Exercise goal -
Where in the listing does the string "ถนนพระรามท" appear? Copy every line that holds it.

Supplied information -
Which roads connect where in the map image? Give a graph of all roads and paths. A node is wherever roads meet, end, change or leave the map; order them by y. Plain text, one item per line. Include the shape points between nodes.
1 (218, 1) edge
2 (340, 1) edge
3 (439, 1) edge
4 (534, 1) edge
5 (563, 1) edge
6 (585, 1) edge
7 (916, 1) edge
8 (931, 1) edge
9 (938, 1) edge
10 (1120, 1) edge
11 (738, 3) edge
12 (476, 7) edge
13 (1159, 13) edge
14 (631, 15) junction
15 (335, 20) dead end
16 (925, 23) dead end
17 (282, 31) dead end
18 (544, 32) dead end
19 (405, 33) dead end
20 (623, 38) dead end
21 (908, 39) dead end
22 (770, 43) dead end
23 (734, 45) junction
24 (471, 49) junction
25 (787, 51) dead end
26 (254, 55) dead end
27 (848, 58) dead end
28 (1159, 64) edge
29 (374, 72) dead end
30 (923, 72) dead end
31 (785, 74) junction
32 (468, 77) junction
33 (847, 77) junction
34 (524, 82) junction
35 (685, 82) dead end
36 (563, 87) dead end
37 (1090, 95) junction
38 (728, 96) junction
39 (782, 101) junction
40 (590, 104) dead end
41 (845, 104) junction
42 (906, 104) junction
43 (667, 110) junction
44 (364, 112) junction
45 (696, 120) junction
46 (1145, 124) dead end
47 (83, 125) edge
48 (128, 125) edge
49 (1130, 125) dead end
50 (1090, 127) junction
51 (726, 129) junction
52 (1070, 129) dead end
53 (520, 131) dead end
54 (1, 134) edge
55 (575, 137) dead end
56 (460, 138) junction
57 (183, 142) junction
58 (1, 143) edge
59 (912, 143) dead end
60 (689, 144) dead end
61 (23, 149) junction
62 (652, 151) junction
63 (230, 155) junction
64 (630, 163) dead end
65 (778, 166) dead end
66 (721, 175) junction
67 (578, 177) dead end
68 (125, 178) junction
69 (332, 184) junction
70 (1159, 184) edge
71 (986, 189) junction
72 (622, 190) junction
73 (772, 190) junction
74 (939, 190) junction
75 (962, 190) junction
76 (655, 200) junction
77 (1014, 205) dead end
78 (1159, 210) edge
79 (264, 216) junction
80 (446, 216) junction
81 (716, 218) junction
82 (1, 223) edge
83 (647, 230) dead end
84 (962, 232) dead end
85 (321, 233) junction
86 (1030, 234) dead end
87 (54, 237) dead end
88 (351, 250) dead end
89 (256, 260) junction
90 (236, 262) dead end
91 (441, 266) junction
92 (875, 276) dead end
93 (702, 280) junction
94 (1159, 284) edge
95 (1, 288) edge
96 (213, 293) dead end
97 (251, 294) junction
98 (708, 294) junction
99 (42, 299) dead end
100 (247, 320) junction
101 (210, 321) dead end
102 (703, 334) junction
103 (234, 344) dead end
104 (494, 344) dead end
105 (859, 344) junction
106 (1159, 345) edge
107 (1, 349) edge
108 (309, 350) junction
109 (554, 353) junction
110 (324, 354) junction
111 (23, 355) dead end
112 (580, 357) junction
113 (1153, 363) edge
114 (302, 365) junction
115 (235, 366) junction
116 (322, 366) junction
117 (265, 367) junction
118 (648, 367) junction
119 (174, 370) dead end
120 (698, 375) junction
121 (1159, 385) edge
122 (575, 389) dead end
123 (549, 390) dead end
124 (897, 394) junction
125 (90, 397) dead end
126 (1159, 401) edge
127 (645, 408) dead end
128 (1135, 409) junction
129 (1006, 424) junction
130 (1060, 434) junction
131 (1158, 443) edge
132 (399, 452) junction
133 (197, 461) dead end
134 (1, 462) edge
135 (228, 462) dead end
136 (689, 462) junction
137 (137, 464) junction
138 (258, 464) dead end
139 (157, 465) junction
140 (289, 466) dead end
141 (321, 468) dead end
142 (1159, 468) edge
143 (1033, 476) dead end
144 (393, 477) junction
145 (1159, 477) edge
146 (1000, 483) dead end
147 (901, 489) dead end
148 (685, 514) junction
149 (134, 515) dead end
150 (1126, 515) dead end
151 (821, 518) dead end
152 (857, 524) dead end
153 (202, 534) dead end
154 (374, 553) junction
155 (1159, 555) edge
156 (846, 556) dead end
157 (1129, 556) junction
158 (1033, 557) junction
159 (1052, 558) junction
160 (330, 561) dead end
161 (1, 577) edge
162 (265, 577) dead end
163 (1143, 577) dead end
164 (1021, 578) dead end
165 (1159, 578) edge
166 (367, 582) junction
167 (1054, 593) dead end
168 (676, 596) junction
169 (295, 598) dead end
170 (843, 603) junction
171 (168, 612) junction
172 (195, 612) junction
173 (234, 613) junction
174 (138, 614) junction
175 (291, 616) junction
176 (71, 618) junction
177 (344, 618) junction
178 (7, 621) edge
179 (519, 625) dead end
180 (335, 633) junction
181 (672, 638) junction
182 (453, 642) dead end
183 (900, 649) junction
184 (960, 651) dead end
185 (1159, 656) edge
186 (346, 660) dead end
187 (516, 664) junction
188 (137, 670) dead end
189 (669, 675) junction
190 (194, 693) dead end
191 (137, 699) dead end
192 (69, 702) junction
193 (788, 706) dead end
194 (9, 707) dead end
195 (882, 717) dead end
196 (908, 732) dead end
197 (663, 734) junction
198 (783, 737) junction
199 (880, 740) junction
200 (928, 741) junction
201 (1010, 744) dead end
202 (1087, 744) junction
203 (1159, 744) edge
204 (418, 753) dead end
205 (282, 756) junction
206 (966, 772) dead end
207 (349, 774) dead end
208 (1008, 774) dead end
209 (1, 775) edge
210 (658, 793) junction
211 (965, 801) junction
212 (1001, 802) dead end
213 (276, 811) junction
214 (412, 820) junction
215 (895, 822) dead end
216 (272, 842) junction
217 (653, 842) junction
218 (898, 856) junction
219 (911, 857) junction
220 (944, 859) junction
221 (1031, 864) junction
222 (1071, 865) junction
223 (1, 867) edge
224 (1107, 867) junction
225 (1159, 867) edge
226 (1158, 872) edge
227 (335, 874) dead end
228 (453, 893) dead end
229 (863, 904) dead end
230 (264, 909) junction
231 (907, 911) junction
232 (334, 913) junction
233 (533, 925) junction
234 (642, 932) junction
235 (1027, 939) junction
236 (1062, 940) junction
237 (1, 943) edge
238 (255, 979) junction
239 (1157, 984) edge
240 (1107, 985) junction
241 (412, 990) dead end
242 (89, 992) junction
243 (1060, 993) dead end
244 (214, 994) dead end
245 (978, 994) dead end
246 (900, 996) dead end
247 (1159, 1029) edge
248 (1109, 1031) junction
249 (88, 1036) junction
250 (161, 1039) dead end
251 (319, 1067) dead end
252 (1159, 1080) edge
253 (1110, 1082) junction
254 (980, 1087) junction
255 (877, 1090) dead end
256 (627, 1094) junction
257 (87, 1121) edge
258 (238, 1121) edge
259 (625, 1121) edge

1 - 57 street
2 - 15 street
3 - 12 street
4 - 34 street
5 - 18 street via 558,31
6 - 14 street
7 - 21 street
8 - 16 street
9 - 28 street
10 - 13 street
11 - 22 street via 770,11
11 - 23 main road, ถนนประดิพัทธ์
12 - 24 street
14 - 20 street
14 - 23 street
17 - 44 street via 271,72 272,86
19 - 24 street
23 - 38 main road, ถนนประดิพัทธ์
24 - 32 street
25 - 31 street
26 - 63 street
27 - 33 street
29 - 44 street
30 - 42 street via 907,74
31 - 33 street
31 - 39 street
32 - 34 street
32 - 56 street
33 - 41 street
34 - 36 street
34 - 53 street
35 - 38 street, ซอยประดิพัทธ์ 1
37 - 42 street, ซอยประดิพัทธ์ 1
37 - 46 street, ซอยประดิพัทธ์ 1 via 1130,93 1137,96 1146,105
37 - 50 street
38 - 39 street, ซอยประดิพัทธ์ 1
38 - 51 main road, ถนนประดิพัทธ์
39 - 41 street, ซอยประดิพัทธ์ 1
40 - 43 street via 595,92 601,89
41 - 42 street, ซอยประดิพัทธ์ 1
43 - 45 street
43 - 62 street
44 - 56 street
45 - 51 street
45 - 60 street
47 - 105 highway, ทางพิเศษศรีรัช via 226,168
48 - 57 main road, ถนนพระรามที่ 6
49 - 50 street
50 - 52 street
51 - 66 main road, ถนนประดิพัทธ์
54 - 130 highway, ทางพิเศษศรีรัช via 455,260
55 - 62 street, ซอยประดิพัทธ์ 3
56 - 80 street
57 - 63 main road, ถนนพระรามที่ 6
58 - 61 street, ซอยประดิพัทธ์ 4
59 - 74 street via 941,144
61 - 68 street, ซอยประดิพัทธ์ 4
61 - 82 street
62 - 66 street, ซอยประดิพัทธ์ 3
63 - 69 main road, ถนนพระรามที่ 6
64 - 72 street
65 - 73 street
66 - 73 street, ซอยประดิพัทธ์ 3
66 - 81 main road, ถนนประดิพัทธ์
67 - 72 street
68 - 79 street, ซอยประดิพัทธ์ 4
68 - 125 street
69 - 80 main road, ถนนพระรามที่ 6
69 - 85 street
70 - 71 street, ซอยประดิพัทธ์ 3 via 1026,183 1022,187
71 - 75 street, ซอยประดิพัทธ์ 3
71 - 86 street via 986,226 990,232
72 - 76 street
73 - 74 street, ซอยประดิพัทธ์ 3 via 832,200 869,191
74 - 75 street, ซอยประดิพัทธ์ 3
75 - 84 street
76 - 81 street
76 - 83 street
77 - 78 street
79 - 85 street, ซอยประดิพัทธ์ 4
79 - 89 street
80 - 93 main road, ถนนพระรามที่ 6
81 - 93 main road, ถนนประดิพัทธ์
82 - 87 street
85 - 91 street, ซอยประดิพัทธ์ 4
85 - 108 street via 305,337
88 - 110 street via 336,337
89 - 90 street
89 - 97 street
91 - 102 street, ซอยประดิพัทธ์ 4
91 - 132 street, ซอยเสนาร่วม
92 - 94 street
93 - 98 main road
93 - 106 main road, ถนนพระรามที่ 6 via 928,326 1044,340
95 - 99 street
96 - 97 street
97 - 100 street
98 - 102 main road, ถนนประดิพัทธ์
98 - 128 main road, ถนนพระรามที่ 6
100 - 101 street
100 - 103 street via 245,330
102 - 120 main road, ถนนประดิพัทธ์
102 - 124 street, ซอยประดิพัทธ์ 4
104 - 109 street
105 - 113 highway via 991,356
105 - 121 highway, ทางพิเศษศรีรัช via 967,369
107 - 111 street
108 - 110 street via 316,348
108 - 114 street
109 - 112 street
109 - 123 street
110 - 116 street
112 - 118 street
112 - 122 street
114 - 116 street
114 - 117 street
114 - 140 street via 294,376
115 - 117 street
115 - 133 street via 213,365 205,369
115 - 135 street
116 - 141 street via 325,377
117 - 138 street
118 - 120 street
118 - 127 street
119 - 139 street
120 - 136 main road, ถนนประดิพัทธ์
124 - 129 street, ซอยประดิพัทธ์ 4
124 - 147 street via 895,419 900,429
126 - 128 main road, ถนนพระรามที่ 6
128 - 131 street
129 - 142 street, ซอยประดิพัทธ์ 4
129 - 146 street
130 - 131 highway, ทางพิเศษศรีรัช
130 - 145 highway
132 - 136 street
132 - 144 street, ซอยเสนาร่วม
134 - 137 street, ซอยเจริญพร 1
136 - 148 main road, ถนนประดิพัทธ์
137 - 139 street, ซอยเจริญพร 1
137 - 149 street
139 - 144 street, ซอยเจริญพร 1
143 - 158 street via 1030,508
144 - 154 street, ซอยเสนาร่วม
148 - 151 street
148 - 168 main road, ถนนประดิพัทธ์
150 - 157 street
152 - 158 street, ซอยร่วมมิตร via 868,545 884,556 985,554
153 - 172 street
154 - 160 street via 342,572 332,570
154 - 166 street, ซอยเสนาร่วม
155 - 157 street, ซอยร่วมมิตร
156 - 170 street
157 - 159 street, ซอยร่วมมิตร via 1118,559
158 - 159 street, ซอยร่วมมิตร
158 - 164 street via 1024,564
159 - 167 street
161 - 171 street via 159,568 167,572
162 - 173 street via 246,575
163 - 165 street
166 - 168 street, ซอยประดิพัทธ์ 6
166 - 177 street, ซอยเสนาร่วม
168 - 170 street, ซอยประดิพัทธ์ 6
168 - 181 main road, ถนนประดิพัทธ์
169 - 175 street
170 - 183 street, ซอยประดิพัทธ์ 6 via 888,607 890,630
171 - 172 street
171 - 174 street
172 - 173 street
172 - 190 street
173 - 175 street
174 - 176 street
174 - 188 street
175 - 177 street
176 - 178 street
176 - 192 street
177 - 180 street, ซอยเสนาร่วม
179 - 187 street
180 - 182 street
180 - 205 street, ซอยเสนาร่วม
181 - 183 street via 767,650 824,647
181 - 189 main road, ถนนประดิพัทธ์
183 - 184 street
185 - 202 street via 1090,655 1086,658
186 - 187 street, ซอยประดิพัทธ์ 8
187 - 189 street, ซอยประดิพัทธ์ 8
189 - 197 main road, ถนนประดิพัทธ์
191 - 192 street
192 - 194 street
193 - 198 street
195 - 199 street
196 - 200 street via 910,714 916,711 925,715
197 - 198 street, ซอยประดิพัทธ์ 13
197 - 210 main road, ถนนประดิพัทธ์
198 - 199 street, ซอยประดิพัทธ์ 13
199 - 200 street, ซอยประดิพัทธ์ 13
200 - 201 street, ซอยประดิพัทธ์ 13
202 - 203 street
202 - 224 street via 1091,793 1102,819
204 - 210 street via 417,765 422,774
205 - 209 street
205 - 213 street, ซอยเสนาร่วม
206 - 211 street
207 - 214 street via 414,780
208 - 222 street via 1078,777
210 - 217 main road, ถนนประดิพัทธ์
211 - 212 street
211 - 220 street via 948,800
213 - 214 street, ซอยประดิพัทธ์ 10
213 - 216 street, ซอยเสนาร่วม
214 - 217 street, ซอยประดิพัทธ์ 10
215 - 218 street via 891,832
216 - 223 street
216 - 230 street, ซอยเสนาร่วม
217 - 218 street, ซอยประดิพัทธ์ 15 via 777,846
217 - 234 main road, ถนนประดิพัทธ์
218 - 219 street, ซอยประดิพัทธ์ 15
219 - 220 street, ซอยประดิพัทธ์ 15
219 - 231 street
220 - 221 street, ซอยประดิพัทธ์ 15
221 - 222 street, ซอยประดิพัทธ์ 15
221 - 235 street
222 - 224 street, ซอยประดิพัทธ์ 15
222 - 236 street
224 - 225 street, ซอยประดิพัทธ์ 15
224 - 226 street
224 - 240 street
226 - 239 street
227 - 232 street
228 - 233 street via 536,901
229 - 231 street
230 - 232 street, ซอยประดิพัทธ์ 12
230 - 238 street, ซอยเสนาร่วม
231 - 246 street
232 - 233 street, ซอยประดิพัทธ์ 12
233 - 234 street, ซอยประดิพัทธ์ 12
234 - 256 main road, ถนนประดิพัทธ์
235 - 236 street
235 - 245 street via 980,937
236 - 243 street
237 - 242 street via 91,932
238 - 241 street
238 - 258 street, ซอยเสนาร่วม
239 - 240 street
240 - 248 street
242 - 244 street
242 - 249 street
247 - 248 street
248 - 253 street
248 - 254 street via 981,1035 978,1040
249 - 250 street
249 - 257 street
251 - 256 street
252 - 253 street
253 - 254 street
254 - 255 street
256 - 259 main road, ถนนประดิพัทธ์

Exercise response -
48 - 57 main road, ถนนพระรามที่ 6
57 - 63 main road, ถนนพระรามที่ 6
63 - 69 main road, ถนนพระรามที่ 6
69 - 80 main road, ถนนพระรามที่ 6
80 - 93 main road, ถนนพระรามที่ 6
93 - 106 main road, ถนนพระรามที่ 6 via 928,326 1044,340
98 - 128 main road, ถนนพระรามที่ 6
126 - 128 main road, ถนนพระรามที่ 6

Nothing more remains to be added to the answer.